Let $A\in\{0,1\}^{m\times n}$ where $m \gg n$. Take this matrix to be over $\mathbb{R}^{m\times n}$ (not the binary field). What is the probability that said matrix will have full rank? Is there some condition on the difference between $m$ and $n$ so that the probability approaches $1$?

Answer 1

Let $A=[a_{i,j}]\in M_{m,n}(\{0,1\})$ where $m\geq n$. We assume that $A$ is a random matrix with $prob(a_{i,j}=1)=prob(a_{i,j}=0)=1/2$. Note that $A$ has full rank iff $\det(A^TA)\not=0$ (the columns are linearly independent). Let $p_{m,n}=prob(\det(A^TA)=0)$.

Proposition 1. $p_{m,n}$ is ALWAYS $>0$ and $<1$.

Proof. Clearly $p_{m,1}=prob(A=0)=2^{-m}$. Note that if $n\geq 2$ and if the first two columns of $A$ are equal, then $\det(A^TA)=0$; then $p_{m,n}\geq 2^{-m}$. Clearly, $p_{m,n}<1$ (random choosing $A=[I_n,0_{n,m-n}]^T$ has a positive probability).

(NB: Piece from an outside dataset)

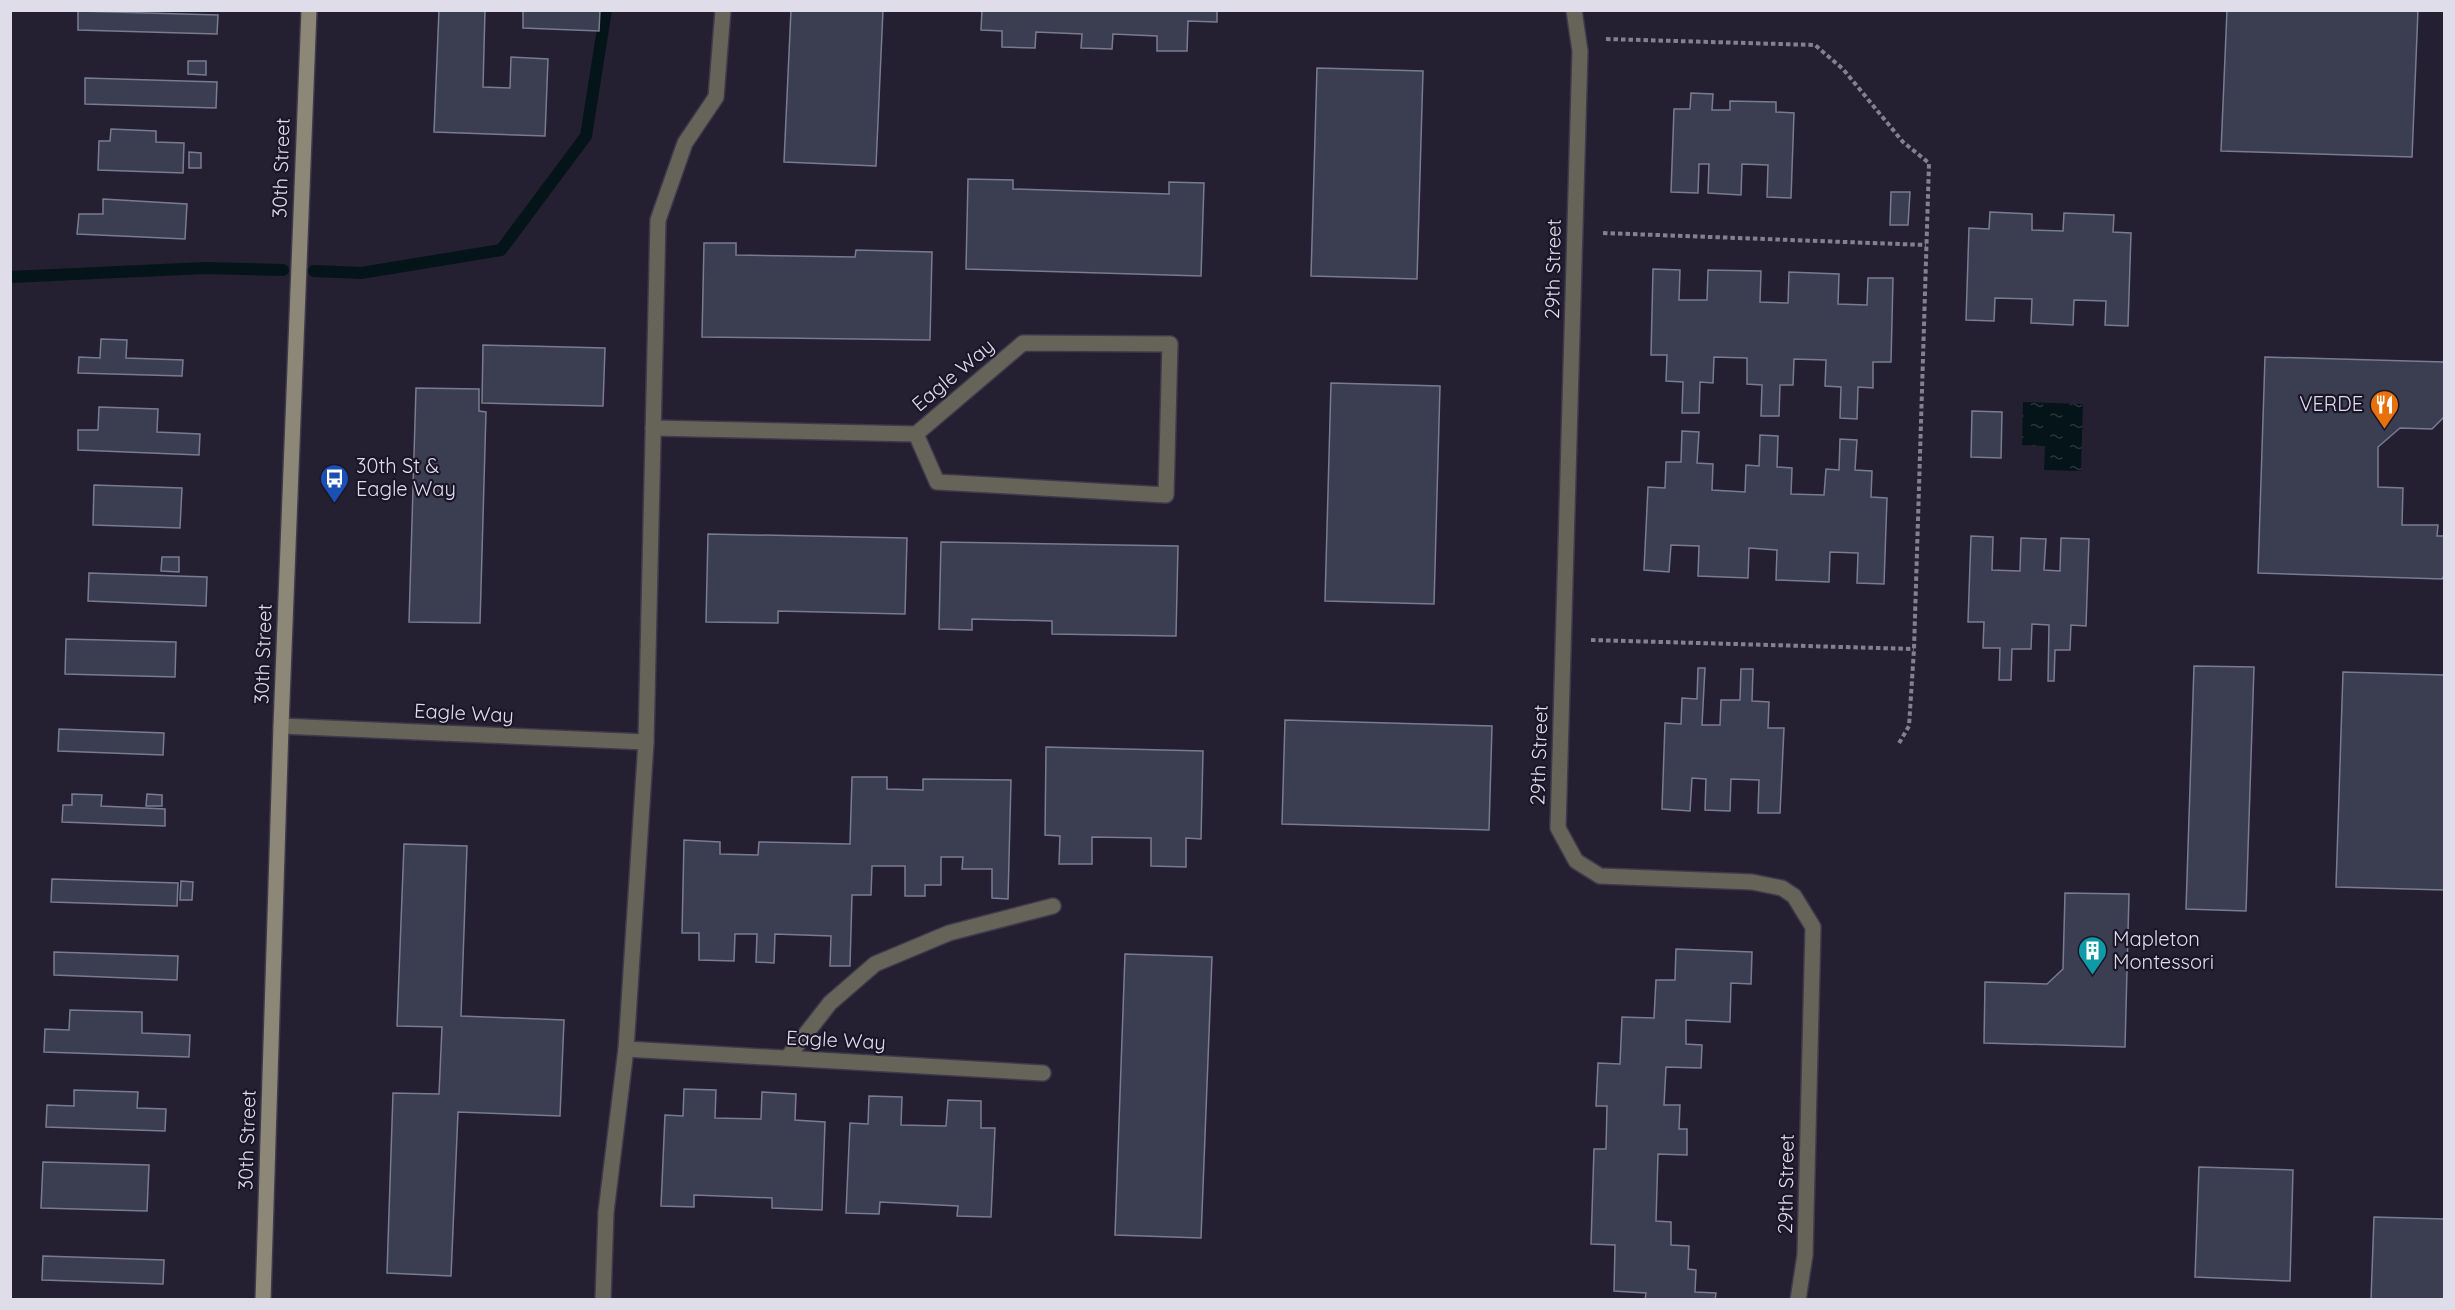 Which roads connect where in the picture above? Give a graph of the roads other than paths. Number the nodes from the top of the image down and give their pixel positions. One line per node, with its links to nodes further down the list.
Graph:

Assume that $n$ is fixed. When $m$ increases, we add rows to the matrix $A$; then $(p_{m,n})_m$ is a decreasing sequence.

For instance $p_{10,2}\approx 340\times 10^{-5},p_{12,2}\approx 82\times 10^{-5},p_{15,2}\approx 8\times 10^{-5}$.

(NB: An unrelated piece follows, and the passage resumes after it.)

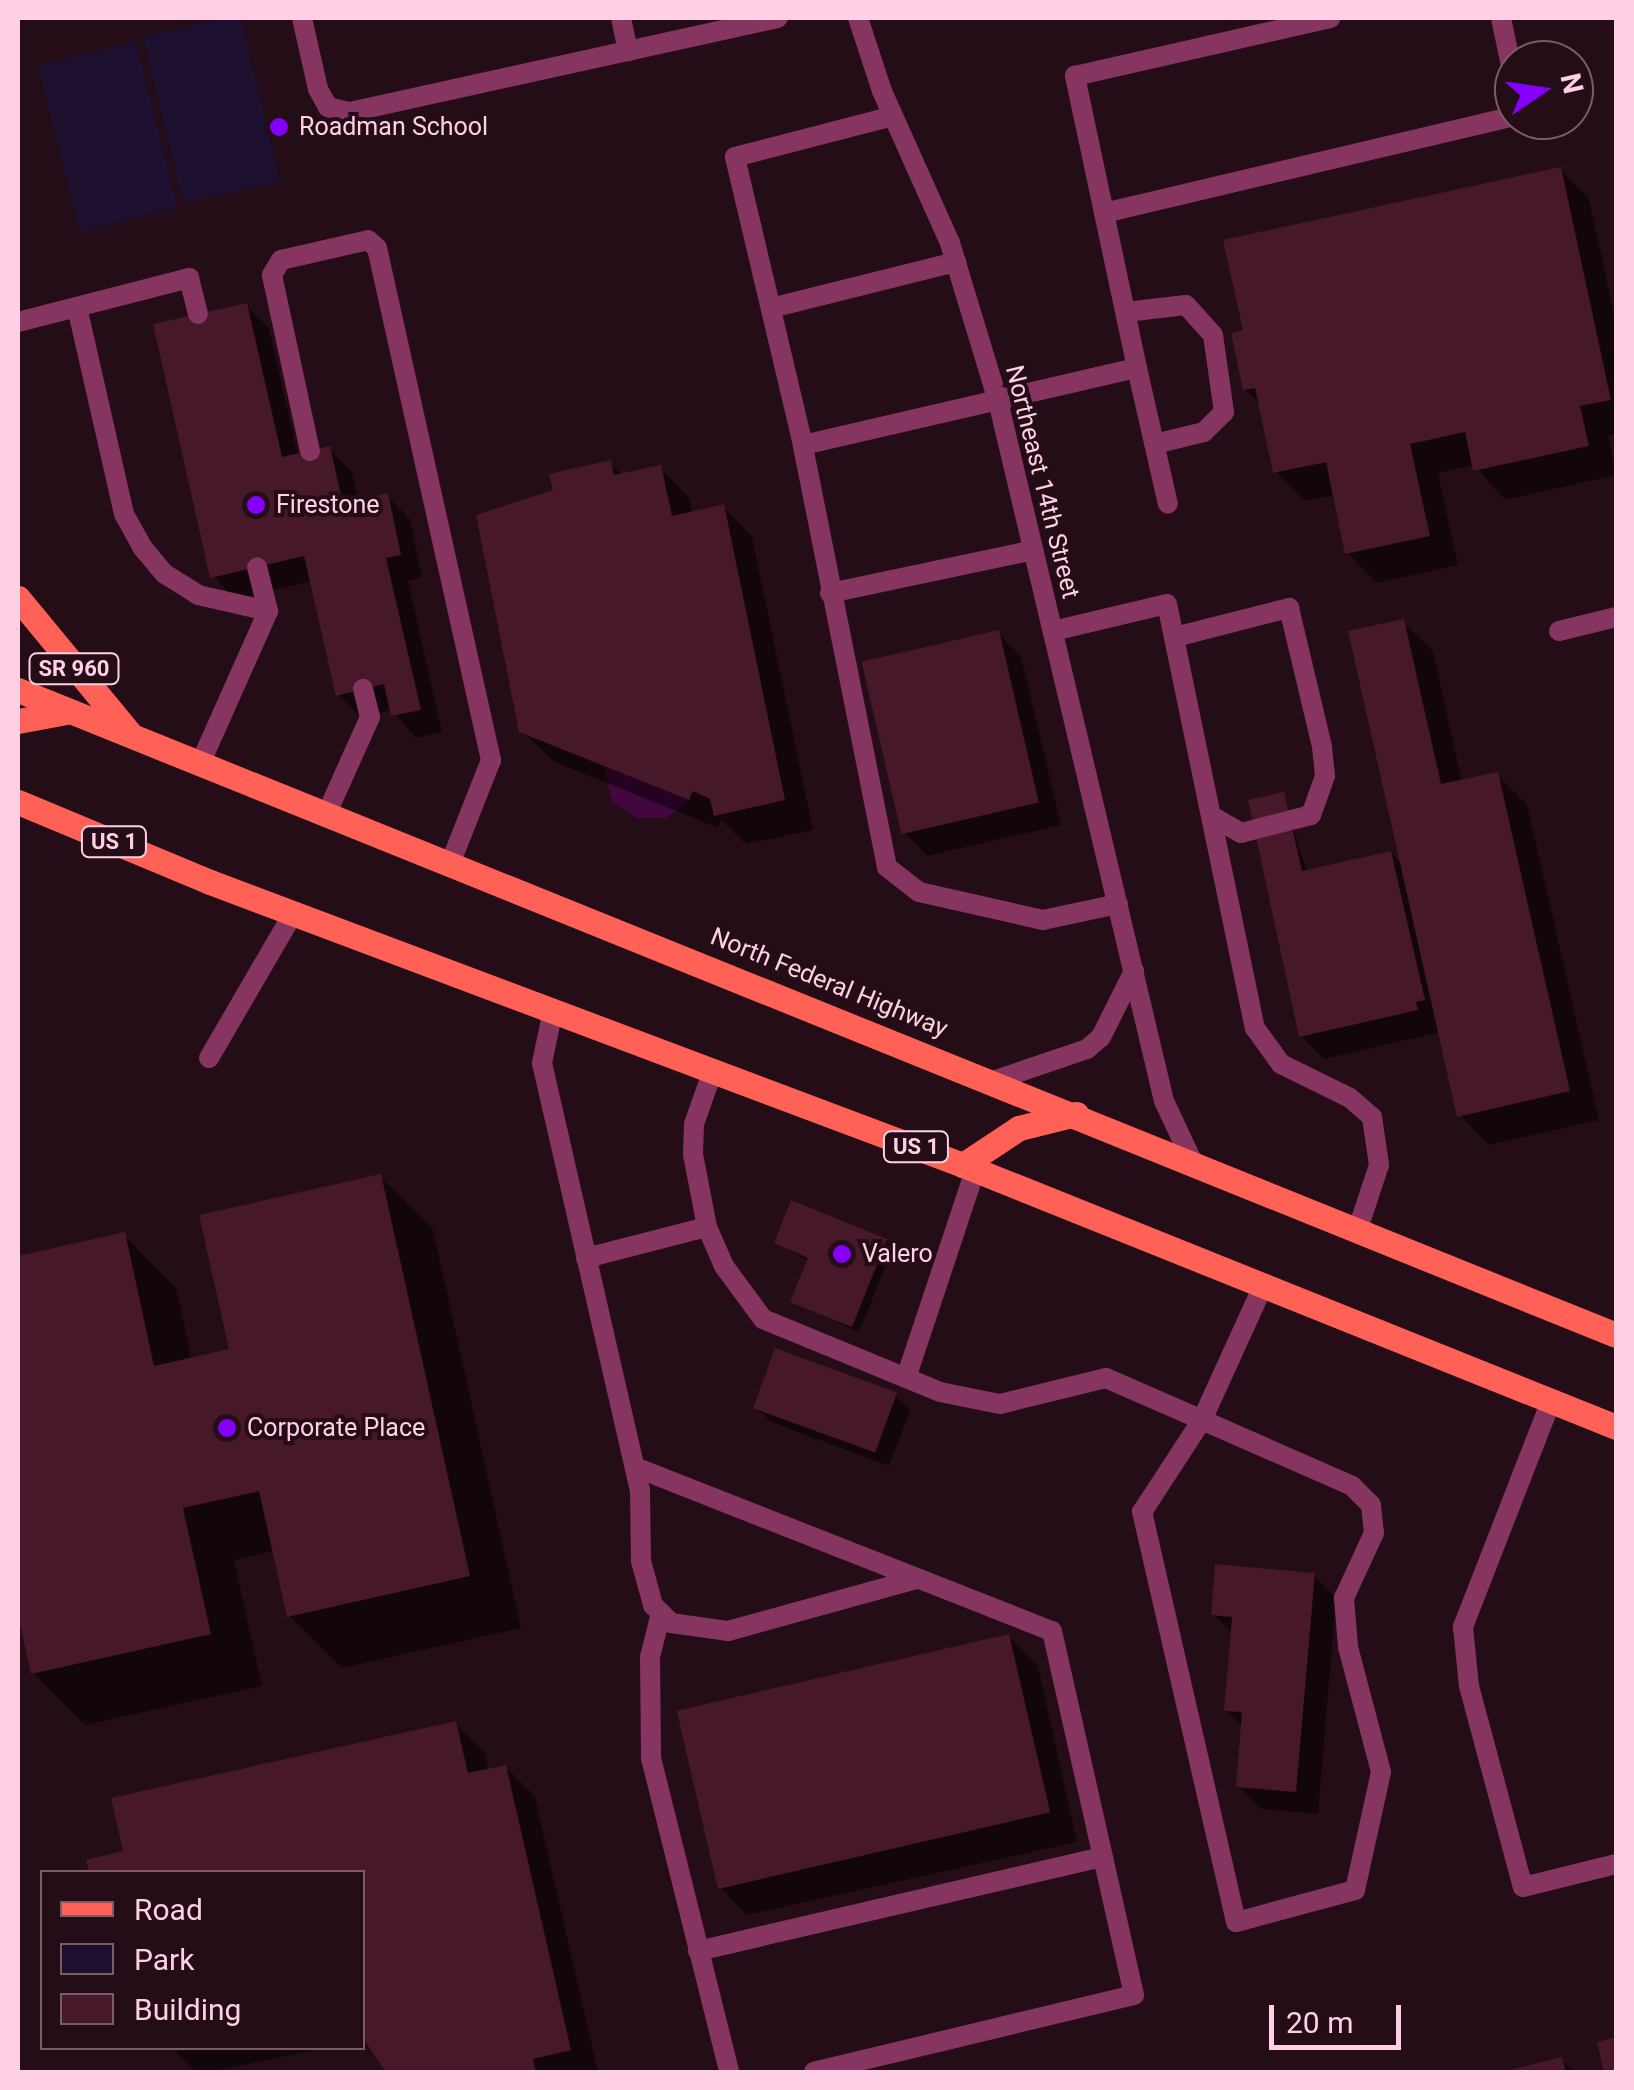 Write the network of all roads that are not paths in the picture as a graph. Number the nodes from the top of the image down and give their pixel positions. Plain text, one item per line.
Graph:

Proposition 2. The sequence $(p_{m,n})_m$ converges to $0$. Moreover, there is $\lambda_n<1$ s.t. $p_{m,n}=0(\lambda_n)^{m/n}$ when $m\rightarrow \infty$.

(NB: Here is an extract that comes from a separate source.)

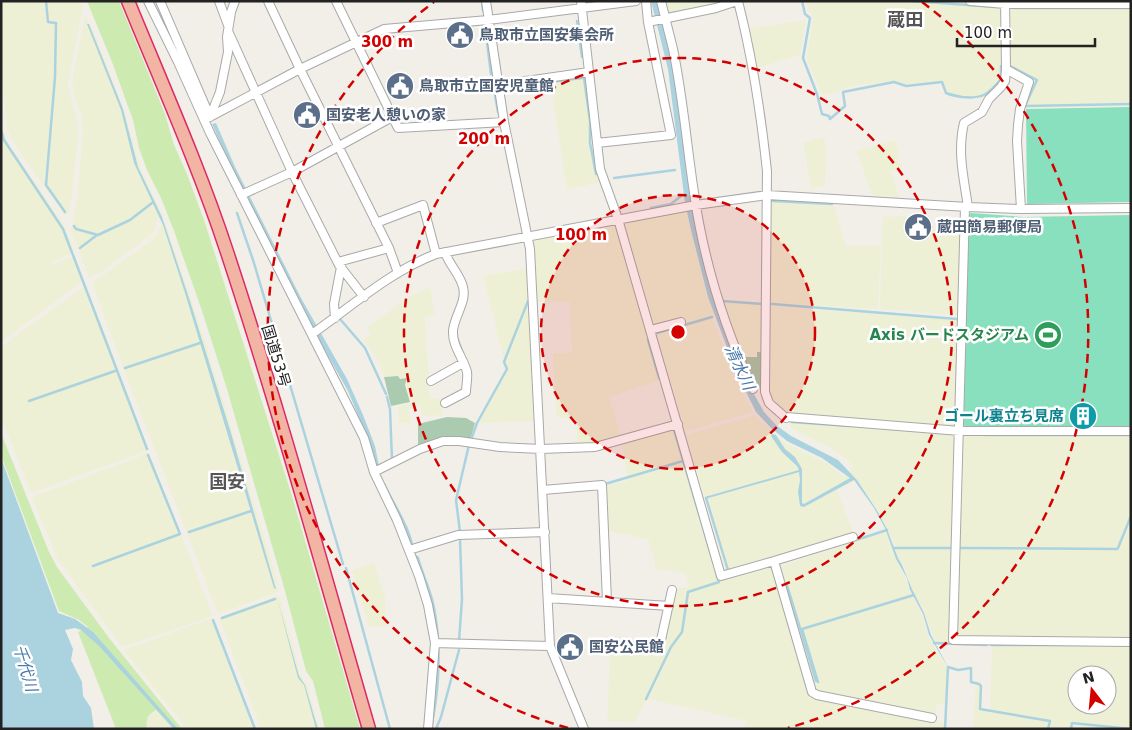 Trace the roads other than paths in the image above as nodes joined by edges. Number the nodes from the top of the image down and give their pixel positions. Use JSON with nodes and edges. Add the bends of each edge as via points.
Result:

Proof. According to the above remark, it suffices to show that $\lim_{k\rightarrow \infty}p_{kn,n}=0$. Let $A\in M_{kn,n}(\{0,1\})$ s.t. $\det(A^TA)=0$; then $A=[A_1,\cdots,A_k]^T$ where $A_i\in M_{n,n}(\{0,1\})$ and $\det(A_i)=0$. Consequently $p_{kn,n}\leq (p_{n,n})^k$. According to Proposition 1, $p_{n,n}<1$ and we are done.

Answer 2

The probability is $1$, we only need $m\geq n$.

The probability that any given column is in the span of the other columns is zero, the measure of a proper subspace of $\mathbb R^m$ is 0.